It’s Official. I’m Leaving.

A couple of weeks ago I was in Chicago for our third stop on the 2014 Level Ground Road Show. It was a great day and maybe one our most successful events yet. For the last program slot of the day, Derek Webb played a short concert intermixed with short stories from his life. He talked about inspirations for his songs, about his career of speaking out despite consequences, and even got a little unabashedly preachy.

My experience of church as a gay person over the past several years has made me wary and distrustful of worship-like experiences. So while I see enormous value in programming someone like Derek Webb to be a part of our festival, I would be lying if I said I wasn’t nervous about participating myself.

So I prepared myself…

“Chelsea, there is going to be Jesus-y language, maybe even some talk of sin and salvation. You will live through it and a lot of other people might even like it.”

“Yeah, yeah I know.”

Having prepped, I planted myself in the back of the room.

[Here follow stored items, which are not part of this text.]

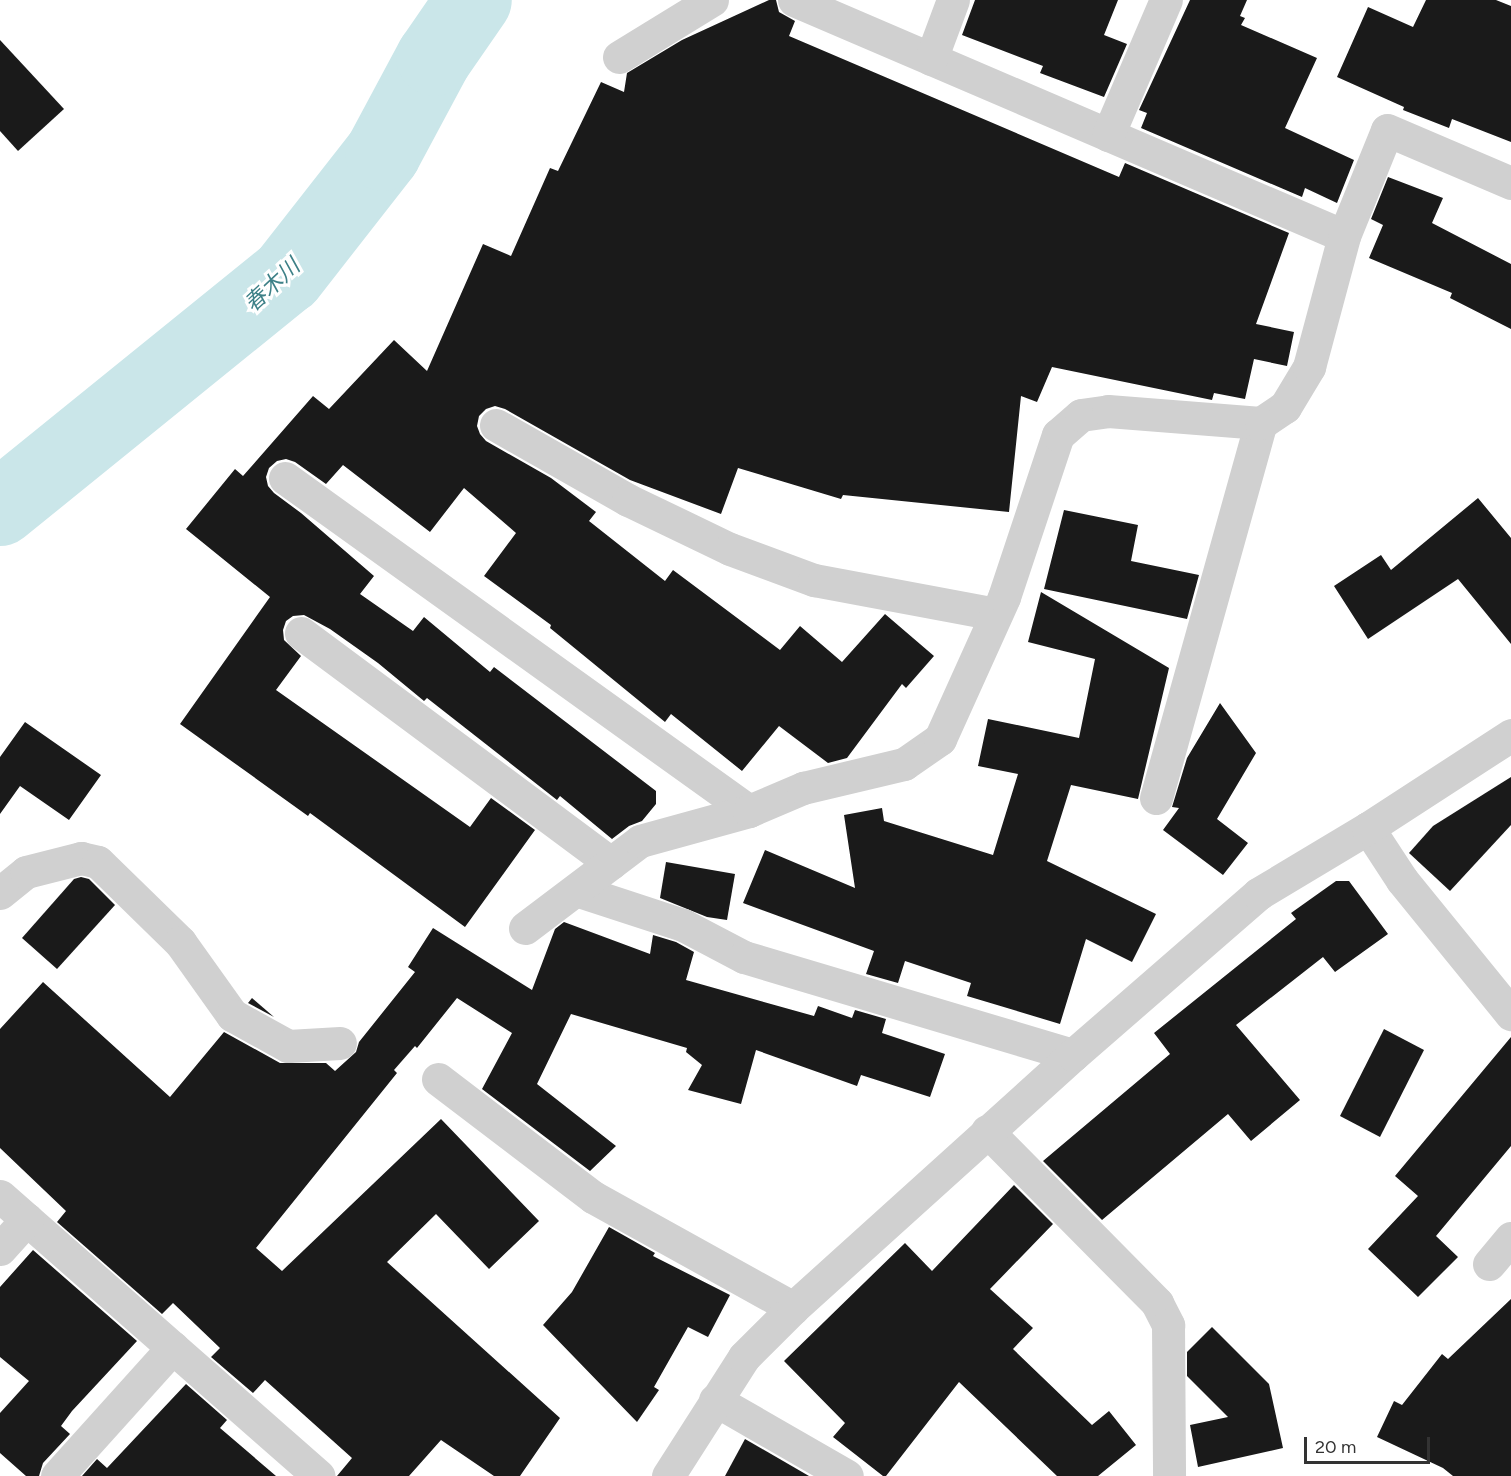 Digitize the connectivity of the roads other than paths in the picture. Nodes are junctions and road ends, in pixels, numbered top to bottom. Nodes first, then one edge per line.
1 (712, 0) edge
2 (794, 0) edge
3 (953, 0) edge
4 (1166, 0) edge
5 (619, 57) dead end
6 (931, 59) junction
7 (1108, 135) junction
8 (1511, 183) edge
9 (1344, 236) junction
10 (1261, 423) junction
11 (496, 425) dead end
12 (285, 478) dead end
13 (996, 614) junction
14 (301, 633) dead end
15 (1511, 735) edge
16 (1156, 798) dead end
17 (749, 811) junction
18 (1368, 828) junction
19 (611, 863) junction
20 (576, 890) junction
21 (0, 893) edge
22 (525, 928) dead end
23 (1511, 1014) edge
24 (340, 1043) dead end
25 (1073, 1055) junction
26 (438, 1079) dead end
27 (987, 1131) junction
28 (0, 1196) edge
29 (27, 1220) junction
30 (1511, 1238) edge
31 (0, 1250) edge
32 (1489, 1264) dead end
33 (793, 1308) junction
34 (173, 1347) junction
35 (715, 1400) junction
36 (57, 1476) edge
37 (319, 1476) edge
38 (668, 1476) edge
39 (847, 1476) edge
40 (1169, 1476) edge

1 - 5 street
2 - 6 street
3 - 6 street
4 - 7 street
6 - 7 street
7 - 9 street
8 - 9 street
9 - 10 street
10 - 13 street
10 - 16 street
11 - 13 street
12 - 17 street
13 - 17 street
14 - 19 street
15 - 18 street
17 - 19 street
18 - 23 street
18 - 25 street
19 - 20 street
20 - 22 street
20 - 25 street
21 - 24 street
25 - 27 street
26 - 33 street
27 - 33 street
27 - 40 street
28 - 29 street
29 - 31 street
29 - 34 street
30 - 32 street
33 - 35 street
34 - 36 street
34 - 37 street
35 - 38 street
35 - 39 street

Then it started. And as he began to play, he opened his mouth and the words, “I was wrong, I’m sorry and I love you,” came out. And with those simple words, I slowly began to disarm.

I can’t fully explain it and I don’t even know if it was just nice to feel safe in a worship setting again but I felt peace unlike I had felt it in a long time—the kind of peace that reminds you who God is.

Later in the evening, Webb talked about his the inspiration for his song, “Rich Young Ruler.” I was weighing over a major life decision and his words stuck with me. He talked about the story of the rich man in the Gospels being less about wealth and poverty and more about personal sacrifice, be it of any kind. I had known what I needed to do but in that moment I saw it all the more clearly.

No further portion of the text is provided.